Grumelart pointed to bitcoin’s storied origins in the 2008 financial crisis, as a tool to combat negligence within the existing financial system, and said the current economic climate marked “a perfect storm” for bitcoin to prove its worth.

That climate is the culmination of a series of spectacular bank failures in the US and abroad which threatened to boil over this month, prompting regulators to step in and provide a backstop for depositors.

After the collapse of Silicon Valley Bank and the FDIC shut down of Signature Bank, First Republic Bank was also propped up by a private sector rescue and banks drew on nearly $12 billion of loans from the US Federal Reserve’s new emergency lending program.

And on Sundsy, Swiss banking giant Credit Suisse was saved from collapse by a takeover from rival UBS in a $3.25 billion deal.

Short-term liquidity boost is bitcoin’s gain

In total, nearly $300 billion has been supplied via expansion of the US Federal Reserve’s balance sheet, including of a record $153 billion drawn from the Fed’s discount window. 

All eyes are now locked on the outcome of the next FOMC meeting on Wednesday where the Fed will decide either to scale back its campaign of increased rate hikes, designed to combat inflation, or continue business as usual which has contributed to the breaking of the US retail banking sector.

“A number of central banks are stuck between a rock and a hard place, they simply cannot afford to let the banking sector collapse,” Grumelart said. “While the liquidity spike is positive for all assets, the implications of the action just taken are still unknown.”

The correlation between bitcoin and equities has been largely influenced by the perception the crypto industry, until the recent crisis, served as a risk-on indicator that was closely connected to the economic performance and monetary policies of the US and global markets.

While financial companies have been struggling, the tech sector has been resilient, with the Nasdaq Composite up over 4% and the Technology Select Sector SPDR Fund up about 17% for the year.

Tesla and Nvidia, up 67% and 79% YTD respectively, have their own unique drivers that have propelled their prices in recent months, Grumelart said.
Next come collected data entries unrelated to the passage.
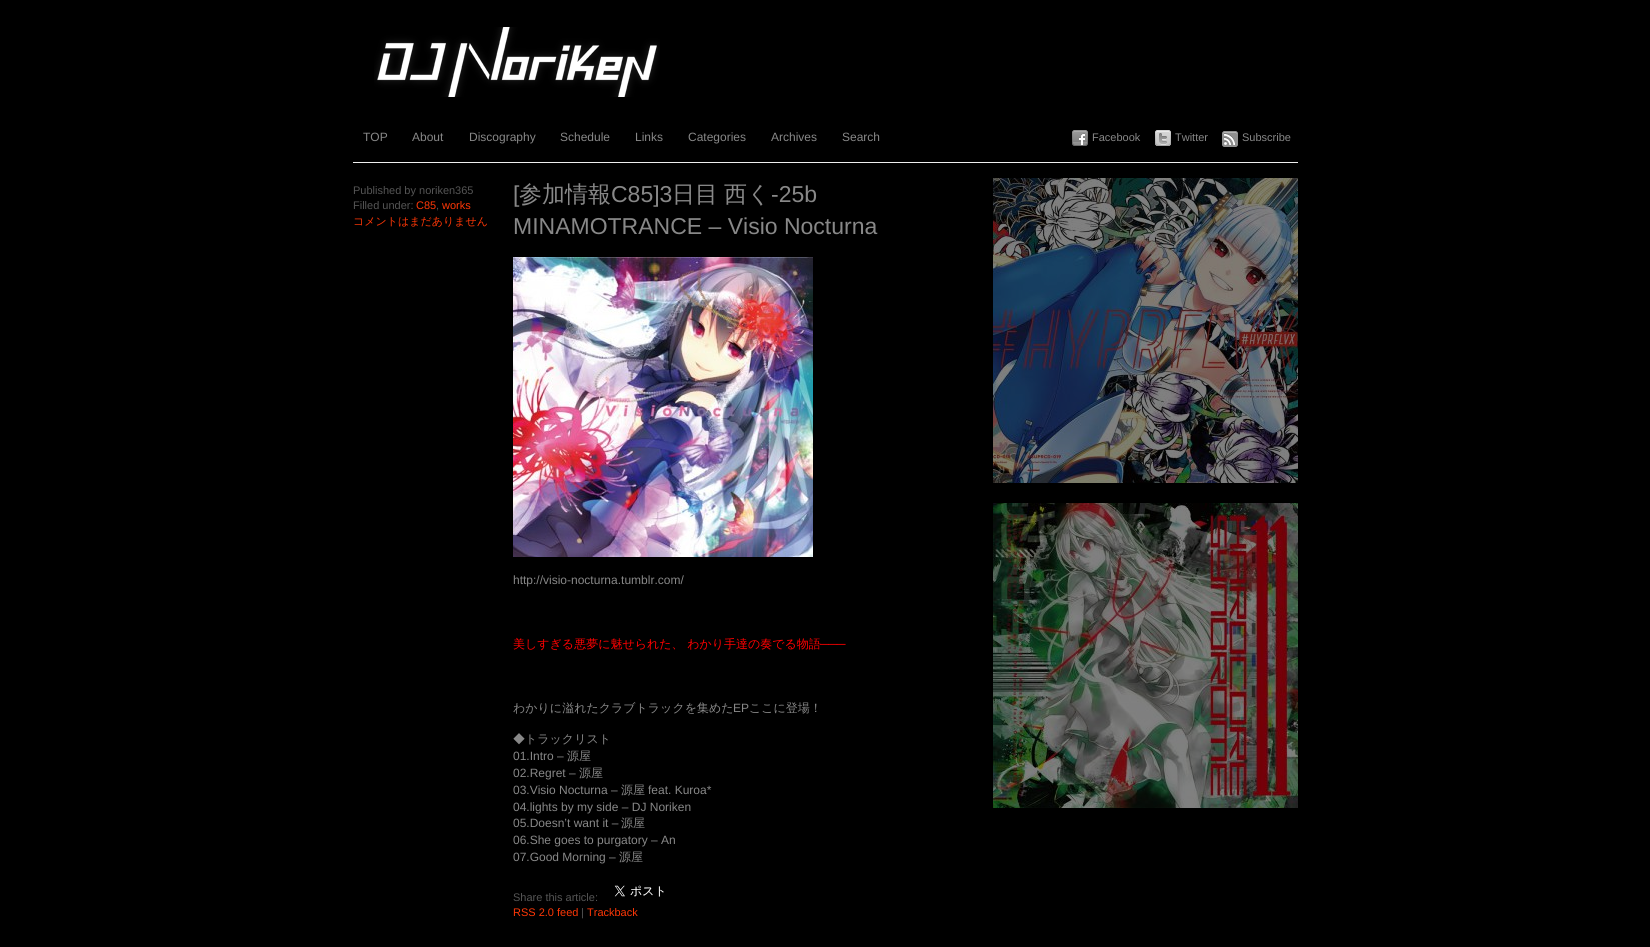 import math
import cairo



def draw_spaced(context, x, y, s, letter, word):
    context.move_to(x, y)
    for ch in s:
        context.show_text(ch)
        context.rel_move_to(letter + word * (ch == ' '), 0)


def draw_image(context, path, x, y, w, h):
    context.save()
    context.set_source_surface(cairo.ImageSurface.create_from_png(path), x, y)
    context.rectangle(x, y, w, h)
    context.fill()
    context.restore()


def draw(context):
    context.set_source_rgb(0, 0, 0)
    context.paint()
    draw_image(context, "images/1.png", 374, 27, 286, 70)
    context.set_source_rgb(238 / 255, 238 / 255, 238 / 255)
    context.rectangle(353, 162, 945, 1)
    context.fill()
    draw_image(context, "images/2.png", 1072, 130, 16, 16)
    draw_image(context, "images/3.png", 1155, 130, 16, 16)
    draw_image(context, "images/4.png", 1222, 131, 16, 16)
    draw_image(context, "images/5.png", 513, 257, 300, 300)
    draw_image(context, "images/6.png", 614, 885, 50, 12)
    draw_image(context, "images/7.png", 993, 178, 305, 305)
    draw_image(context, "images/8.png", 993, 503, 305, 305)
    context.select_font_face("Liberation Sans")
    context.set_font_size(12)
    context.set_source_rgb(136 / 255, 136 / 255, 136 / 255)
    context.move_to(363, 141)
    context.show_text("TOP")
    context.move_to(412, 141)
    context.show_text("About")
    context.move_to(469, 141)
    context.show_text("Discography")
    context.move_to(560, 141)
    context.show_text("Schedule")
    context.move_to(635, 141)
    context.show_text("Links")
    context.move_to(688, 141)
    context.show_text("Categories")
    context.move_to(771, 141)
    context.show_text("Archives")
    context.move_to(842, 141)
    context.show_text("Search")
    context.set_font_size(11)
    context.move_to(1092, 141)
    context.show_text("Facebook")
    context.move_to(1175, 141)
    context.show_text("Twitter")
    context.move_to(1242, 141)
    context.show_text("Subscribe")
    context.set_source_rgb(85 / 255, 85 / 255, 85 / 255)
    context.move_to(353, 194)
    context.show_text("Published by noriken365")
    context.move_to(353, 209)
    context.show_text("Filled under:")
    context.set_source_rgb(1, 55 / 255, 6 / 255)
    context.move_to(416, 209)
    context.show_text("C85")
    context.set_source_rgb(85 / 255, 85 / 255, 85 / 255)
    context.move_to(436, 209)
    context.show_text(",")
    context.set_source_rgb(1, 55 / 255, 6 / 255)
    context.move_to(442, 209)
    context.show_text("works")
    context.select_font_face("WenQuanYi Zen Hei Medium")
    context.move_to(353, 225)
    context.show_text("コメントはまだありません")
    context.select_font_face("Liberation Sans")
    context.set_font_size(23)
    context.set_source_rgb(136 / 255, 136 / 255, 136 / 255)
    context.move_to(513, 202)
    context.show_text("[")
    context.select_font_face("WenQuanYi Zen Hei Medium")
    context.move_to(519, 202)
    context.show_text("参加情報")
    context.select_font_face("Liberation Sans")
    context.move_to(611, 202)
    context.show_text("C85]3")
    context.select_font_face("WenQuanYi Zen Hei Medium")
    draw_spaced(context, 672, 202, "日目 西く", 0, -1)
    context.select_font_face("Liberation Sans")
    context.move_to(771, 202)
    context.show_text("-25b")
    context.move_to(513, 234)
    context.show_text("MINAMOTRANCE – Visio Nocturna")
    context.set_font_size(12)
    context.move_to(513, 584)
    context.show_text("http://visio-nocturna.tumblr.com/")
    context.select_font_face("WenQuanYi Zen Hei Medium")
    context.set_source_rgb(1, 0, 0)
    context.move_to(513, 648)
    context.show_text("美しすぎる悪夢に魅せられた、 わかり手達の奏でる物語")
    context.select_font_face("Liberation Sans")
    context.move_to(820, 648)
    context.show_text("───")
    context.select_font_face("WenQuanYi Zen Hei Medium")
    context.set_source_rgb(136 / 255, 136 / 255, 136 / 255)
    context.move_to(513, 712)
    context.show_text("わかりに溢れたクラブトラックを集めた")
    context.select_font_face("Liberation Sans")
    context.move_to(733, 712)
    context.show_text("EP")
    context.select_font_face("WenQuanYi Zen Hei Medium")
    context.move_to(749, 712)
    context.show_text("ここに登場！")
    context.move_to(513, 743)
    context.show_text("◆トラックリスト")
    context.select_font_face("Liberation Sans")
    context.move_to(513, 760)
    context.show_text("01.Intro –")
    context.select_font_face("WenQuanYi Zen Hei Medium")
    context.move_to(567, 760)
    context.show_text("源屋")
    context.select_font_face("Liberation Sans")
    context.move_to(513, 777)
    context.show_text("02.Regret –")
    context.select_font_face("WenQuanYi Zen Hei Medium")
    context.move_to(579, 777)
    context.show_text("源屋")
    context.select_font_face("Liberation Sans")
    context.move_to(513, 794)
    context.show_text("03.Visio Nocturna –")
    context.select_font_face("WenQuanYi Zen Hei Medium")
    context.move_to(621, 794)
    context.show_text("源屋")
    context.select_font_face("Liberation Sans")
    context.move_to(648, 794)
    context.show_text("feat. Kuroa*")
    context.move_to(513, 811)
    context.show_text("04.lights by my side – DJ Noriken")
    context.move_to(513, 827)
    context.show_text("05.Doesn’t want it –")
    context.select_font_face("WenQuanYi Zen Hei Medium")
    context.move_to(621, 827)
    context.show_text("源屋")
    context.select_font_face("Liberation Sans")
    context.move_to(513, 844)
    context.show_text("06.She goes to purgatory – An")
    context.move_to(513, 861)
    context.show_text("07.Good Morning –")
    context.select_font_face("WenQuanYi Zen Hei Medium")
    context.move_to(619, 861)
    context.show_text("源屋")
    context.select_font_face("Liberation Sans")
    context.set_font_size(11)
    context.set_source_rgb(85 / 255, 85 / 255, 85 / 255)
    context.move_to(513, 901)
    context.show_text("Share this article:")
    context.set_source_rgb(1, 55 / 255, 6 / 255)
    context.move_to(513, 916)
    context.show_text("RSS 2.0 feed")
    context.set_source_rgb(85 / 255, 85 / 255, 85 / 255)
    context.move_to(581, 916)
    context.show_text("|")
    context.set_source_rgb(1, 55 / 255, 6 / 255)
    context.move_to(587, 916)
    context.show_text("Trackback")


surface = cairo.ImageSurface(cairo.Format.RGB24, 1650, 947)
context = cairo.Context(surface)
options = cairo.FontOptions()
options.set_hint_metrics(cairo.HintMetrics.OFF)
options.set_hint_style(cairo.HintStyle.NONE)
context.set_font_options(options)
context.set_miter_limit(4)
draw(context)
surface.write_to_png("out.png")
High-beta risk assets are primarily affected by market liquidity and risk appetite, leading to periods of correlation. 

Although many risk assets have seen short-term gains, should economic conditions continue to deteriorate, high-growth equities are expected to suffer. But Grumelart is looking for bitcoin to decouple from Big Tech and follow commodities instead.

“If inflation reaches a double peak, it is likely that most high-performing assets, with the exception of commodities and bitcoin, will reverse most of their gains for the year,” he said. “The world should be glad that we have bitcoin as an option to protect our wealth in moments like this.”